Vince Cable Leading the Lib Dems? Is It Time for Plan V?

Lots of politicians have 20:20 hindsight. Foresight, however, is generally in shorter supply, which explains why Vince Cable is being acclaimed once again, tipped at the age of 69 both as a potential successor to either the 40-something George Osborne as Chancellor and/or the 40-something Nick Clegg as Lib Dem leader.

Lots of politicians have 20:20 hindsight. Foresight, however, is generally in shorter supply, which explains why Vince Cable is being acclaimed once again, tipped at the age of 69 both as a potential successor to either the 40-something George Osborne as Chancellor and/or the 40-something Nick Clegg as Lib Dem leader. The 'Septuagenarian Sage of Twickenham' is enjoying a Second Coming-of-age. Age does not weary him, nor the years condemn. What's his secret?
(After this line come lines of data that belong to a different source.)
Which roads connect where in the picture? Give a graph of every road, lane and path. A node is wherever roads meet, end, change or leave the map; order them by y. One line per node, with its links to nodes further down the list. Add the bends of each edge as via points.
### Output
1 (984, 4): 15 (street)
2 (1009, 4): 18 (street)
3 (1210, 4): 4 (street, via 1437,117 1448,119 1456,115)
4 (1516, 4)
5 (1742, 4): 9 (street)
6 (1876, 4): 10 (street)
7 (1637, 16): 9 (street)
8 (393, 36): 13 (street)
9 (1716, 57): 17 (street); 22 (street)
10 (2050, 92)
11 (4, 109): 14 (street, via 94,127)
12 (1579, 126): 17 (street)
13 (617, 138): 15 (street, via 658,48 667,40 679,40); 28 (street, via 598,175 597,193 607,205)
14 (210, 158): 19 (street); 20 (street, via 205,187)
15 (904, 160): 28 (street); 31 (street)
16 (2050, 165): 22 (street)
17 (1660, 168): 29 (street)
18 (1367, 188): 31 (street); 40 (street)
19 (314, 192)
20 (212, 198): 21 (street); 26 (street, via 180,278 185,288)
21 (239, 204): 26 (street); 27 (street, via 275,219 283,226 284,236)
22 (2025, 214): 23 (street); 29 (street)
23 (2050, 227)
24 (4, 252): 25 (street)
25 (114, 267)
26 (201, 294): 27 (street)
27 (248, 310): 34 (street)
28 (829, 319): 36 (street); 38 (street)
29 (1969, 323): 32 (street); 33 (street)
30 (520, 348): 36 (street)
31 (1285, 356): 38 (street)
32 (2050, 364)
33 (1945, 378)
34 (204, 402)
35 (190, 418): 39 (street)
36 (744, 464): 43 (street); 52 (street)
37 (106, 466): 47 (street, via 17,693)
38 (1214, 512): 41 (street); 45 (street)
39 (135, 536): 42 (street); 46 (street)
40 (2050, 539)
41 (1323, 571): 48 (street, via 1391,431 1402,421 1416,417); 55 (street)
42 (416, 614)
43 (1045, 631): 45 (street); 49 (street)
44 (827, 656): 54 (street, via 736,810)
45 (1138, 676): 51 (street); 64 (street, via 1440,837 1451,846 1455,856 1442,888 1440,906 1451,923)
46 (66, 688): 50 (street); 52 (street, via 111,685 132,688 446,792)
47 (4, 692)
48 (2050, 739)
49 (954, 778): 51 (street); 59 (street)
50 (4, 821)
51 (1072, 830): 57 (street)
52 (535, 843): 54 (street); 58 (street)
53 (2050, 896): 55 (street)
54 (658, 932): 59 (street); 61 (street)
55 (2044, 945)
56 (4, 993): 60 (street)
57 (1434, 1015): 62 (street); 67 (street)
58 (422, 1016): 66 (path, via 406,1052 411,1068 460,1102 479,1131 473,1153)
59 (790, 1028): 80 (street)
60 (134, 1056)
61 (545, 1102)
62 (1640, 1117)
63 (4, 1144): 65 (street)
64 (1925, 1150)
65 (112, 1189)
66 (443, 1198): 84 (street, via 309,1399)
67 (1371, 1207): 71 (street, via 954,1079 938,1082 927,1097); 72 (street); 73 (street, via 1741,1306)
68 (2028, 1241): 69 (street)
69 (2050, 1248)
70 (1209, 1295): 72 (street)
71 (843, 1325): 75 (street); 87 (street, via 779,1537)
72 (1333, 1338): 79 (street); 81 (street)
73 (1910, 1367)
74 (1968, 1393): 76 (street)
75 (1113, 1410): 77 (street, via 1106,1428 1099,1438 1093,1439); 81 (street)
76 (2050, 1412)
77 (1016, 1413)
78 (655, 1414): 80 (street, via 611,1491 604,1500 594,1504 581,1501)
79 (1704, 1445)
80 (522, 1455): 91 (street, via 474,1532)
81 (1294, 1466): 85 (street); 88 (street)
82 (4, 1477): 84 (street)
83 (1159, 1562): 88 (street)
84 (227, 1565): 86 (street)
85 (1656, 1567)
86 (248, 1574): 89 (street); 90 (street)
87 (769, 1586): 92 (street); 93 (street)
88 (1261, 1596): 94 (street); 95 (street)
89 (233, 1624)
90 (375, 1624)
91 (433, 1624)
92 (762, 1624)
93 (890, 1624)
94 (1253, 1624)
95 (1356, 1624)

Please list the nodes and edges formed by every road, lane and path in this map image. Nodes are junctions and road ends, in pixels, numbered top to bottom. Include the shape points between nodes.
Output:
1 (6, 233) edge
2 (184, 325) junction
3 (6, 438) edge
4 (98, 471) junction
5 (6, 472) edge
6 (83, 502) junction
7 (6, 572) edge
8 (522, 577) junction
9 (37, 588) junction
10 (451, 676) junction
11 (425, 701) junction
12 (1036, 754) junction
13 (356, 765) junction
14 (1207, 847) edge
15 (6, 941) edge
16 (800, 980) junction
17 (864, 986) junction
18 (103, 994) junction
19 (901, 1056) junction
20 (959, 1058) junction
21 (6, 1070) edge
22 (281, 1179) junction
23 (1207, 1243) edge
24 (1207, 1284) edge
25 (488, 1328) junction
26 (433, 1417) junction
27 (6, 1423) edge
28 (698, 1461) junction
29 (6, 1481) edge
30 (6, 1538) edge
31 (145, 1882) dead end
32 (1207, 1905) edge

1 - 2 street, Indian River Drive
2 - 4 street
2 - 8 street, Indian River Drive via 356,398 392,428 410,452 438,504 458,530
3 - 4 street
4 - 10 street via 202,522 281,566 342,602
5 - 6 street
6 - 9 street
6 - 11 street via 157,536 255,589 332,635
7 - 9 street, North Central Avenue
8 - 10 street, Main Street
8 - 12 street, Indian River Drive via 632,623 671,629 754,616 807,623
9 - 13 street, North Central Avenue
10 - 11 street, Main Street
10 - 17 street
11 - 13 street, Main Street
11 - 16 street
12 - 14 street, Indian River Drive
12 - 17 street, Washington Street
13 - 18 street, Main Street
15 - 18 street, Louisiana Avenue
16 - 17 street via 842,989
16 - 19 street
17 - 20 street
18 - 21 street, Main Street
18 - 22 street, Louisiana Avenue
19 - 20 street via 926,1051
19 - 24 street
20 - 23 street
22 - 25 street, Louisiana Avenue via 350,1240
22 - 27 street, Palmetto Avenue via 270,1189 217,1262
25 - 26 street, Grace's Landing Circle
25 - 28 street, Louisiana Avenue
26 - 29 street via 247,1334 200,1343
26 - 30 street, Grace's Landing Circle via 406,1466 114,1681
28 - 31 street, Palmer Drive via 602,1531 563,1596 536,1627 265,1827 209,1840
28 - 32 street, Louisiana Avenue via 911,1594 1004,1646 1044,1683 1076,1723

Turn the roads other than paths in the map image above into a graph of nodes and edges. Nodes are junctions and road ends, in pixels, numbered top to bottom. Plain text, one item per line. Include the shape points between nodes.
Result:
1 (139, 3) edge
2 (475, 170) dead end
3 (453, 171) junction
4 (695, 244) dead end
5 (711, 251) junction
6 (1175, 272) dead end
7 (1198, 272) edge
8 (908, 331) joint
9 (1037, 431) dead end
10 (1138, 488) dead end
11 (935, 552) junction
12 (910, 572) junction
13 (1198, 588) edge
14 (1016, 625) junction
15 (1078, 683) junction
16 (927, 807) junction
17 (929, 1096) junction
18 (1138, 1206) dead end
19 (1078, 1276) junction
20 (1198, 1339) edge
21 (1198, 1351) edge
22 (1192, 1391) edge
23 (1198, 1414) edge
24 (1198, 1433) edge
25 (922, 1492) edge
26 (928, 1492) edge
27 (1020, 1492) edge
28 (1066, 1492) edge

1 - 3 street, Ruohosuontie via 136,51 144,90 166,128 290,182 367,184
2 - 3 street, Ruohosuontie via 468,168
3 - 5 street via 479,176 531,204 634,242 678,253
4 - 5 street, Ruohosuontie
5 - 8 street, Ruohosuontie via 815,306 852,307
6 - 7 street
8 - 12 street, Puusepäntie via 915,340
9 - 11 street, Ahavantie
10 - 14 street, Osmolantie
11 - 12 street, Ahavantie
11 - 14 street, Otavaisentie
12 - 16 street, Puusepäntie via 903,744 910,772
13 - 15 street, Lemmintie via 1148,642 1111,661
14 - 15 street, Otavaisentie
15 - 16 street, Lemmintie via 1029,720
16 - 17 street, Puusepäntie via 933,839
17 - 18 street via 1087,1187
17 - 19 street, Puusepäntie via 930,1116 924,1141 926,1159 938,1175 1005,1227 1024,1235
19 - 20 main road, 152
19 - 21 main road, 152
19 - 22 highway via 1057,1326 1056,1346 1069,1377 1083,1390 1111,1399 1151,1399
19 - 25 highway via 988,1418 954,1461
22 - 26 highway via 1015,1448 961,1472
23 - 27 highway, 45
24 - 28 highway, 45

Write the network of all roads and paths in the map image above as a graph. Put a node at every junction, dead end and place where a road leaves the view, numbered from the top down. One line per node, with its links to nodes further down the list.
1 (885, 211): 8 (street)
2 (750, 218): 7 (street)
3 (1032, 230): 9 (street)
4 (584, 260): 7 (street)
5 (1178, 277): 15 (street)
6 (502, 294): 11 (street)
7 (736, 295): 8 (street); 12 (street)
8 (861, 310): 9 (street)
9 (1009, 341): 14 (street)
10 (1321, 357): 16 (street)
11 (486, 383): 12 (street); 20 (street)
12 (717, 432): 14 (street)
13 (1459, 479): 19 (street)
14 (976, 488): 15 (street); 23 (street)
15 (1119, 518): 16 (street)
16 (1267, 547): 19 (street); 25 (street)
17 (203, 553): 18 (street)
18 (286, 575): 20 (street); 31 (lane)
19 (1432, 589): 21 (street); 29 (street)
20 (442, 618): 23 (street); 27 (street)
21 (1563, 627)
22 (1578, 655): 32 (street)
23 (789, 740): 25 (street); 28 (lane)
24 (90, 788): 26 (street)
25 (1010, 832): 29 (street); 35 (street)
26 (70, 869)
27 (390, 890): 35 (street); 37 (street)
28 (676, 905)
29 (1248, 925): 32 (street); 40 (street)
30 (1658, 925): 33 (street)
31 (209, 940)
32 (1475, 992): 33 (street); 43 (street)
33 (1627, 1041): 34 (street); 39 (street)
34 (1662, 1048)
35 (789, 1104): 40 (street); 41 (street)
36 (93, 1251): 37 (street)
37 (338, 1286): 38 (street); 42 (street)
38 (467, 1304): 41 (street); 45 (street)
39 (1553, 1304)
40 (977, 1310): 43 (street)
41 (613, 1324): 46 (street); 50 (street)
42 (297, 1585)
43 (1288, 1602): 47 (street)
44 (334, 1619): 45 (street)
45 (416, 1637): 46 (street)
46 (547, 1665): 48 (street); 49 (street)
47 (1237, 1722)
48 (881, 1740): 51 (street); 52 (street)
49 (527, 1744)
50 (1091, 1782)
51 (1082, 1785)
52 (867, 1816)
Principally, it's Vince's tendency to be validated by subsequent events. For years he was a lonely voice worrying away at the ever-increasing spiral of private debt while the rest of the political class blithely ignored his warnings... until The Storm hit the economy in 2007, and he was canonised for his prophesy.

Then his halo slipped. Within the space of a couple of months he not only junked the Lib Dems' long-standing pledge to abolish tuition fees, but also almost got himself sacked for indiscreetly claiming to an undercover journalist that he had 'declared war' on the Murdochs.

As a result, a key part of his departmental brief, media regulation, was promptly handed to Jeremy Hunt (ah, hindsight!), and Vince was consigned to the graceless status of fallen saint.

But now his resurrection is (almost) complete. Yesterday's Daily Mirror front page - not a place Lib Dems are used to being praised - demands "it's time for Plan V (that's kick out useless Osborne and bring in Vince Cable". And his casual remark to the Financial Times in an interview that he "wouldn't exclude" the possibility of running for the party leadership in the event of a vacancy has fuelled speculation about his broader ambitions.

Vince is no political ingénue. He will have been aware how answering such a hypothetical question would be hyped-up by the media. And a part of him will relish it: Vince, like all successful politicians, has an ego. For all his twinkling geniality and measured modesty in interviews, this is a man who likes the limelight: he's waltzed with Alesha Dixon on Strictly Come Dancing and joshed with Ian Hislop on Have I Got News For You.

Vince Cable is destined to earn the title "the best Chancellor we never had". I don't believe for one moment that David Cameron will dare move George Osborne from the Treasury in the coming reshuffle.

But if he does it won't be Vince who moves into Number 11: the angsty Tory backbenches won't tolerate a Lib Dem driving the Coalition's economic policy.

Bizarrely more plausible is the scenario in which Vince succeeds Nick Clegg... It's 2014, Nick Clegg's approval ratings are still flagging; the opportunity to become an EU commissioner proves just too tempting; and Vince steps in to care-take the Lib Dems into the trickiest election the party will have faced since 1979. Vince will have the credibility as a cabinet minister to be able to defend the party's role in Coalition; yet his evident semi-detachment may woo back those disaffected former Lib Dem voters worried the party's been swallowed-up by the Tories.

Would he be a successful Lib Dem leader? I'm unconvinced. Though he has that rare ability to speak to the full spectrum of Lib Dems - an Orange Book liberal who prefers the label 'social democrat' - he has a habit of springing surprise announcements on the party, from his hasty welcome of the Browne Report's fee-hiking recommendations to his proposal for a 'mansion tax' launched without any consultation at the party's 2009 conference. It's the kind of behaviour more forgiven if you're not leader.

On the balance of probabilities, I still think Leader Vince an unlikely outcome. But it cannot be ruled-out entirely. If it came to pass, it would be (among other things) a massive irony, for it is Nick Clegg's breaking of the Lib Dems' tuition fees pledge which remains - as Iraq was for Tony Blair - the issue that continues to define him for much of the public. Yet who was the architect of that policy U-turn? It's that man Vince again.